* Task to carry out
Which lines of the data below include the string "bottom"? Return each of them.

----

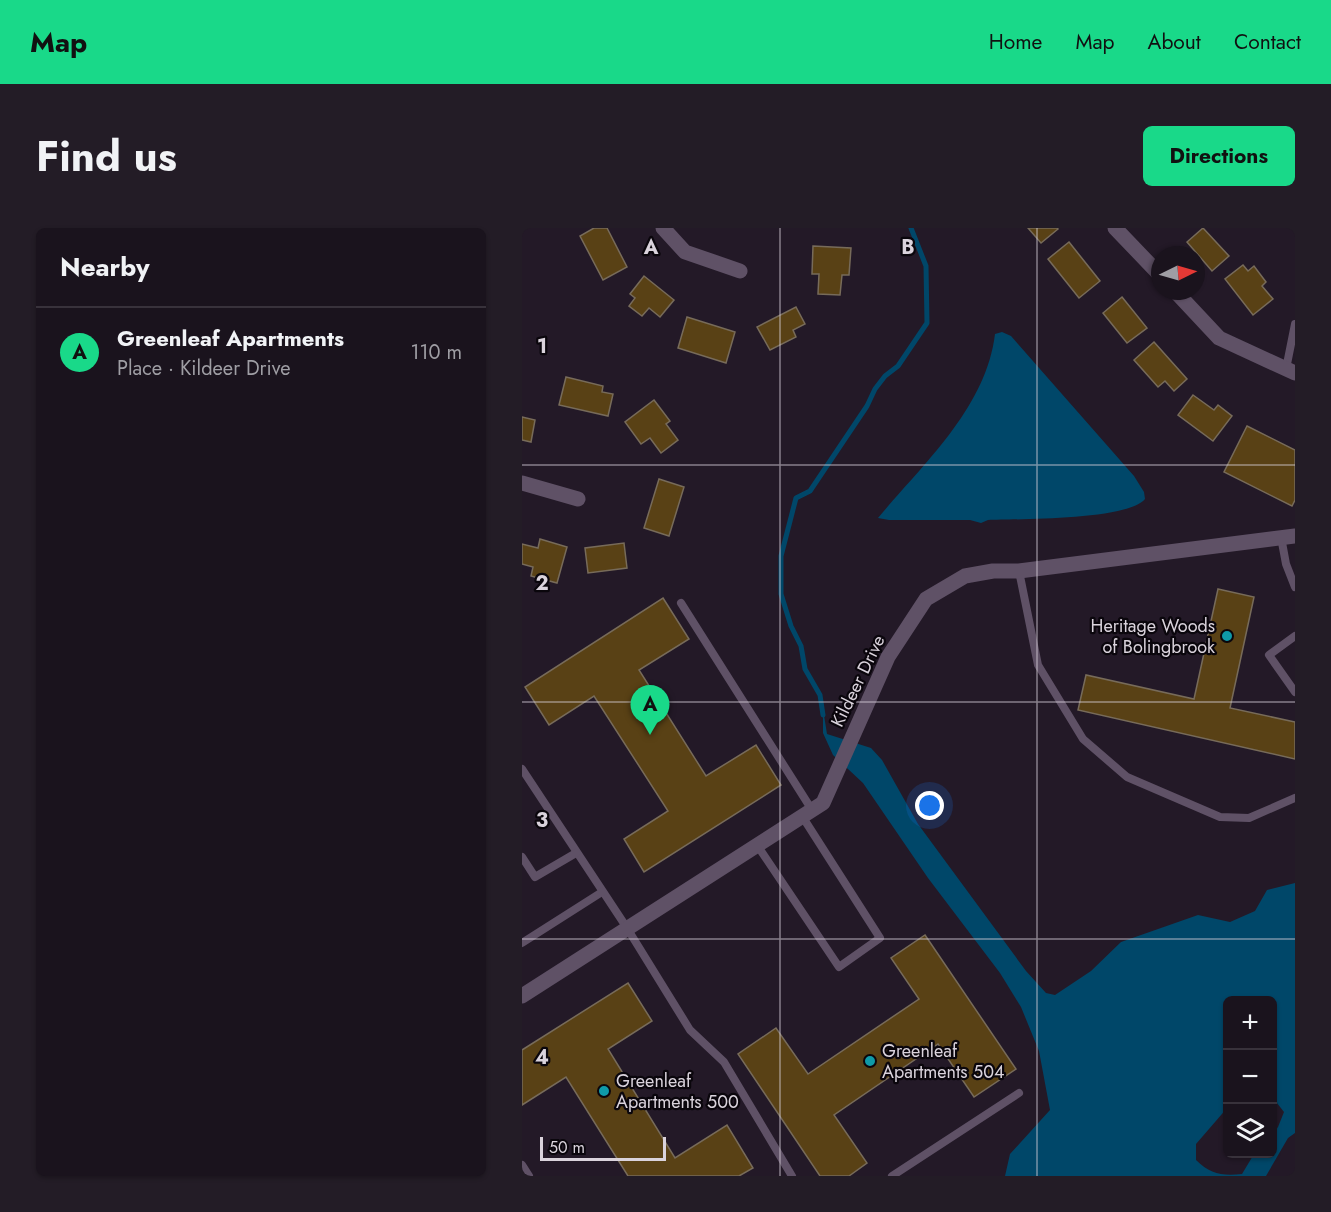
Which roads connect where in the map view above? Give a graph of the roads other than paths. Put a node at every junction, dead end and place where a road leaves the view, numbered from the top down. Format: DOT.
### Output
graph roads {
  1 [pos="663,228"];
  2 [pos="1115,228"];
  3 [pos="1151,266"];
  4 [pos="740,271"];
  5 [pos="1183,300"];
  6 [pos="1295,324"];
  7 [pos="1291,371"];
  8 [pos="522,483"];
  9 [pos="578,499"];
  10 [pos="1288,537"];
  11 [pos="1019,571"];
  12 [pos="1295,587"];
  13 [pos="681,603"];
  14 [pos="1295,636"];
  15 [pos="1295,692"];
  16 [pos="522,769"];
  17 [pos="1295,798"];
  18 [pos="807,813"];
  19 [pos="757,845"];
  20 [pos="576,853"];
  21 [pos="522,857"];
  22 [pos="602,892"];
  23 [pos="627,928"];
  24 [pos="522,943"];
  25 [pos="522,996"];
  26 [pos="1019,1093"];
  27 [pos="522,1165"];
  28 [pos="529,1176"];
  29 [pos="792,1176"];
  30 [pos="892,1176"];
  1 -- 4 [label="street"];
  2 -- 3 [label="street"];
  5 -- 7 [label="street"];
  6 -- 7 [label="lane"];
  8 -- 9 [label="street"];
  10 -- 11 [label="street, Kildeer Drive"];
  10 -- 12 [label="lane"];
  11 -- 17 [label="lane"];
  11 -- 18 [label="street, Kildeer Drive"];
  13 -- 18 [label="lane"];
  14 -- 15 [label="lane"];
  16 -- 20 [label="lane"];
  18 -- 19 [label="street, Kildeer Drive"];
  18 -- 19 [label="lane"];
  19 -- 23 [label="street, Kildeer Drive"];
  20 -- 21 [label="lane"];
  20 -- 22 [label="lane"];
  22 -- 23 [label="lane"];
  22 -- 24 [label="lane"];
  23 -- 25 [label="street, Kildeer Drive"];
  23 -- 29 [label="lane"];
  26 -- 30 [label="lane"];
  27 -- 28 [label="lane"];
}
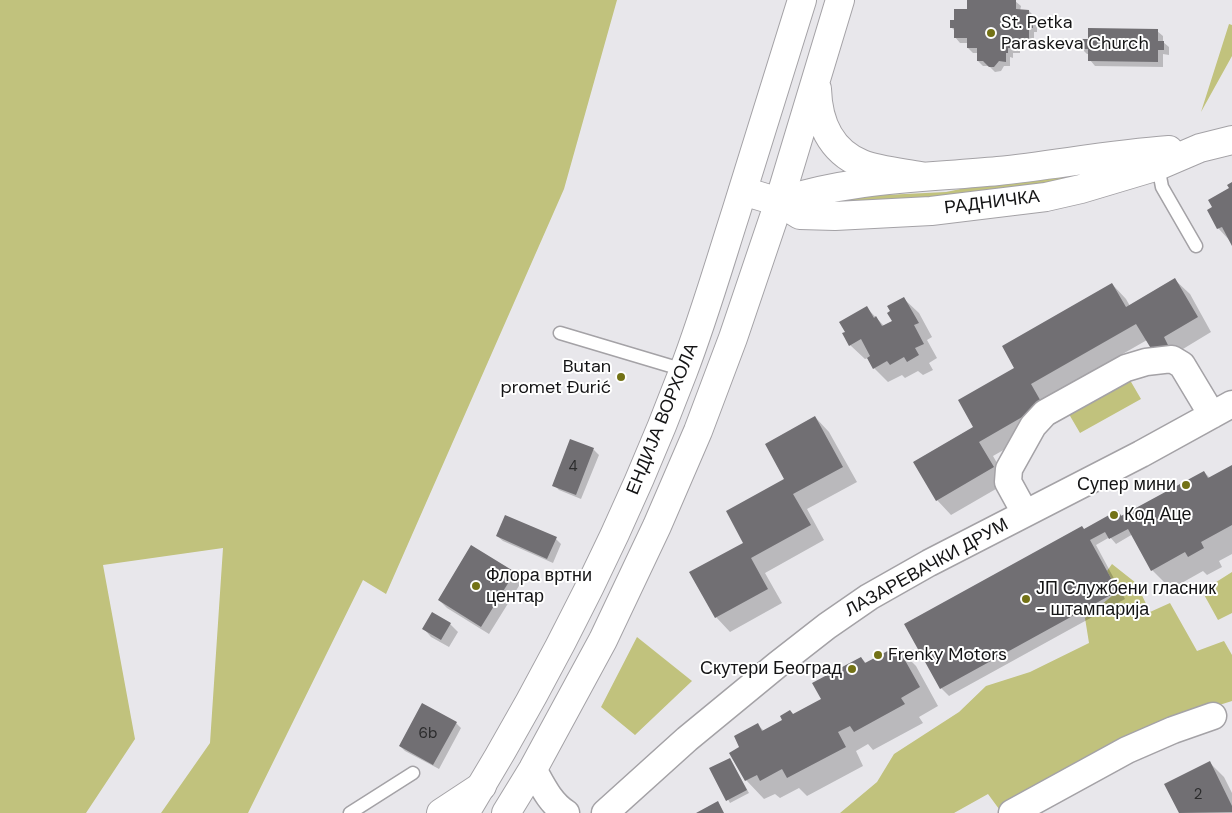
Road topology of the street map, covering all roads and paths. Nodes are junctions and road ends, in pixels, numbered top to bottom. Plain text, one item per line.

----

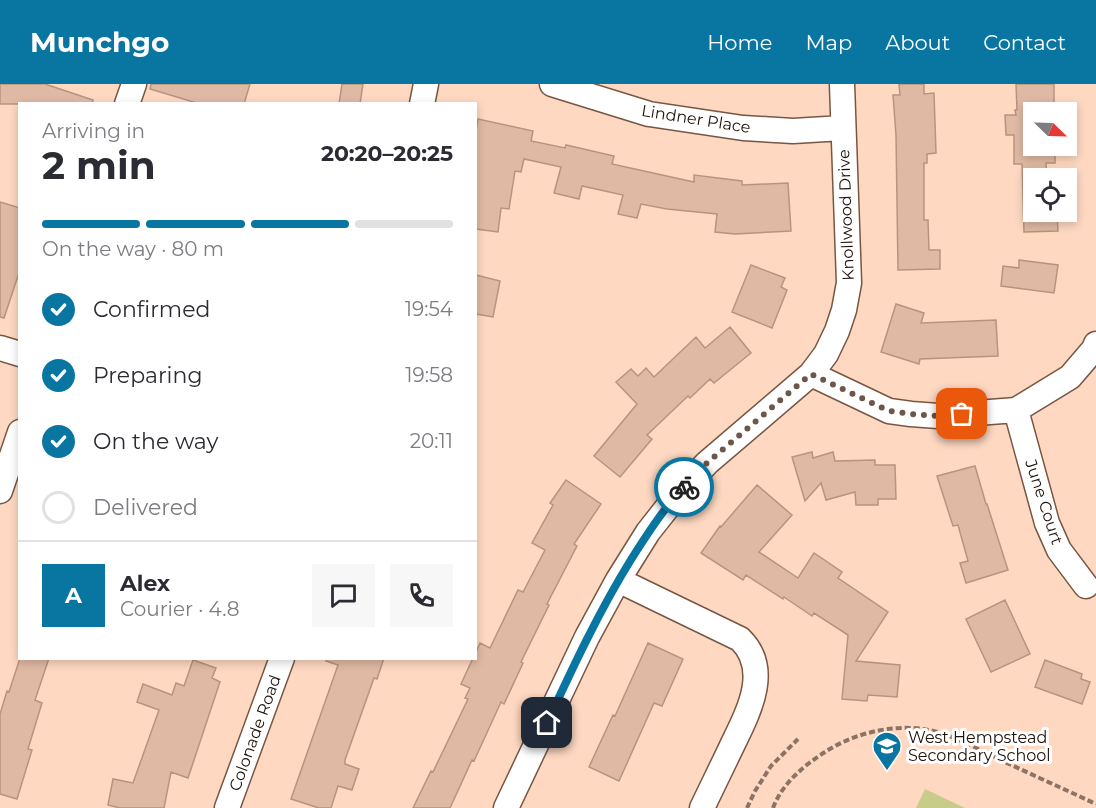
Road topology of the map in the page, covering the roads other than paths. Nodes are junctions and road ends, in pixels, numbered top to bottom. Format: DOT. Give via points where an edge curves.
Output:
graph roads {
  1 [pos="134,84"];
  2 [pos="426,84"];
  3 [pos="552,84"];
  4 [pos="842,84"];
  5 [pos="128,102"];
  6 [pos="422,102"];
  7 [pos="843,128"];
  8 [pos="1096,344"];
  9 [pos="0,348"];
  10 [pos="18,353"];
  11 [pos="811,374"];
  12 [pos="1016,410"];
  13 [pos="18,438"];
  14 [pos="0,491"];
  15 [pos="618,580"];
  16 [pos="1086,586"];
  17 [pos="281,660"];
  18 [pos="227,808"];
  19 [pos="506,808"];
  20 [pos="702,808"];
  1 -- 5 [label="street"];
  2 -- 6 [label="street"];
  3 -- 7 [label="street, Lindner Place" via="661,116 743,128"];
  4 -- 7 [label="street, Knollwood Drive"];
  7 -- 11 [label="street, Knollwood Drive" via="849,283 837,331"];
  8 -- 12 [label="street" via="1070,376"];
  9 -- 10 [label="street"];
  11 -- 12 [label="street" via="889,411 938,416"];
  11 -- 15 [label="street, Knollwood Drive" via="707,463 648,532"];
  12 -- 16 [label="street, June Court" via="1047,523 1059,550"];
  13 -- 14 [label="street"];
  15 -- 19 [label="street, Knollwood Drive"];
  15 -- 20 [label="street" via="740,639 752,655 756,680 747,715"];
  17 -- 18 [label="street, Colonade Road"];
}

----

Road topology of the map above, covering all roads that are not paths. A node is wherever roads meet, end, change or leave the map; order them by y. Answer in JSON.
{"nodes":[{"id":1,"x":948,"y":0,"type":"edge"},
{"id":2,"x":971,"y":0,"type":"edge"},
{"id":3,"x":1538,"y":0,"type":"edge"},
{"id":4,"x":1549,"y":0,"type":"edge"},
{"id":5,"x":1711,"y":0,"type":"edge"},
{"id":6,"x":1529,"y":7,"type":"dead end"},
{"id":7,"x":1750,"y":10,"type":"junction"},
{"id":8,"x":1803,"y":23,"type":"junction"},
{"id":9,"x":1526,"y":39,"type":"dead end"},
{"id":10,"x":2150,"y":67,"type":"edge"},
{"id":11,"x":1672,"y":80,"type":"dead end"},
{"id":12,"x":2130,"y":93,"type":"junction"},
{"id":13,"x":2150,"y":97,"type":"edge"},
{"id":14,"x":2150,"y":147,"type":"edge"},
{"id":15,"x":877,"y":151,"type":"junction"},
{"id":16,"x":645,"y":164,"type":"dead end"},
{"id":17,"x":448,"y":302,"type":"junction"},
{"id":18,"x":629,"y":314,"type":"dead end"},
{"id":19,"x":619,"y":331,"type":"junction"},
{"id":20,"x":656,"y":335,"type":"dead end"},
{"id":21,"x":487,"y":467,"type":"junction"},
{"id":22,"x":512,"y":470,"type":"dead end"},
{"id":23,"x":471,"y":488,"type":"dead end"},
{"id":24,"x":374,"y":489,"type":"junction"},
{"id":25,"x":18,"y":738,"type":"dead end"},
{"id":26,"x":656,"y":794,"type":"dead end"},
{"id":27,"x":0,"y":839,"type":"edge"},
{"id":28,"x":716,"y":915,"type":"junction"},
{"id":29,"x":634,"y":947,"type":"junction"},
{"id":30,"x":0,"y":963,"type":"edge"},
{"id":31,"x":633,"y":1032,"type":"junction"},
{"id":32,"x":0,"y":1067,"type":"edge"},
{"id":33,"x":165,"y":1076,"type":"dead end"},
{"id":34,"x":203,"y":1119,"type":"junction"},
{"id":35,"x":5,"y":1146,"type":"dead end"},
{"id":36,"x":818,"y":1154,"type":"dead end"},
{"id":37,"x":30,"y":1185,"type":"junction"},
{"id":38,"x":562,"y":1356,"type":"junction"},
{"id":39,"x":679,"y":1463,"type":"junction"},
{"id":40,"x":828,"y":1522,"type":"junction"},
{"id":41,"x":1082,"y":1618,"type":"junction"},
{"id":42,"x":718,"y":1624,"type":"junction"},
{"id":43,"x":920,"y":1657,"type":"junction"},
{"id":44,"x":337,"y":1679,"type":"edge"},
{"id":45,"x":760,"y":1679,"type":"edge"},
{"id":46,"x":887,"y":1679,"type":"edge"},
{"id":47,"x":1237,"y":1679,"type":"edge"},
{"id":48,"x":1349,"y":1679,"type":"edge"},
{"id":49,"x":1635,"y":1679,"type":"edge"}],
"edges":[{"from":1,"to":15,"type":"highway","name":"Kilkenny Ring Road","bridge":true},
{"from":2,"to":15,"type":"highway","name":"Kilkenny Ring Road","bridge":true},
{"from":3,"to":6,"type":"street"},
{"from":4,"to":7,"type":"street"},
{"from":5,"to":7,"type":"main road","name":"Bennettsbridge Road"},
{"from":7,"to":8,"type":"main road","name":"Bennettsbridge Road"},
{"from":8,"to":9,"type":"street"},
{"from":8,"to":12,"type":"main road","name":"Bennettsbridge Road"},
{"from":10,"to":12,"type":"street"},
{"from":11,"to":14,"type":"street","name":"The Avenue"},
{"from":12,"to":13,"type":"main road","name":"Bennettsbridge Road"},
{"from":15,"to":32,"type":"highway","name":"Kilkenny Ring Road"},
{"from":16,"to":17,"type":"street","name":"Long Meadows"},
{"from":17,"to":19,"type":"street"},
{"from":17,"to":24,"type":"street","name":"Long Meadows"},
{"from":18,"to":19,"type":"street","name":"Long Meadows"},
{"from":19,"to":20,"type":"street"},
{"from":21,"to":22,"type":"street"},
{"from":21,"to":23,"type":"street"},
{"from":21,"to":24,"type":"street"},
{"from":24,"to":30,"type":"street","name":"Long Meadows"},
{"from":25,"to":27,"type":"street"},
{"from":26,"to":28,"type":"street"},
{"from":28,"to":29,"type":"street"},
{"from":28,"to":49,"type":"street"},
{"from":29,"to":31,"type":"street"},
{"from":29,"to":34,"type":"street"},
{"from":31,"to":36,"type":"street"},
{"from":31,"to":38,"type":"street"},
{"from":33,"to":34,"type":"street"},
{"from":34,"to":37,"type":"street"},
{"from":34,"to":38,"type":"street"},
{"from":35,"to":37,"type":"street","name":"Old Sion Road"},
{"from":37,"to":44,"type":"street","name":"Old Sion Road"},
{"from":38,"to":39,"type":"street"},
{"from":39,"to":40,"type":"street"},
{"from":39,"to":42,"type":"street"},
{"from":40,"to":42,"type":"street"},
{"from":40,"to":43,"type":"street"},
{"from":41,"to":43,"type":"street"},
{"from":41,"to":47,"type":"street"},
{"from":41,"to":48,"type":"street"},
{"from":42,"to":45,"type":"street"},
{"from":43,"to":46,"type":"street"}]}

----

* Output
Road topology of the street map, covering all roads and paths. Nodes are junctions and road ends, in pixels, numbered top to bottom. Plain text, one item per line.
Road topology of the map in the page, covering the roads other than paths. Nodes are junctions and road ends, in pixels, numbered top to bottom. Format: DOT. Give via points where an edge curves.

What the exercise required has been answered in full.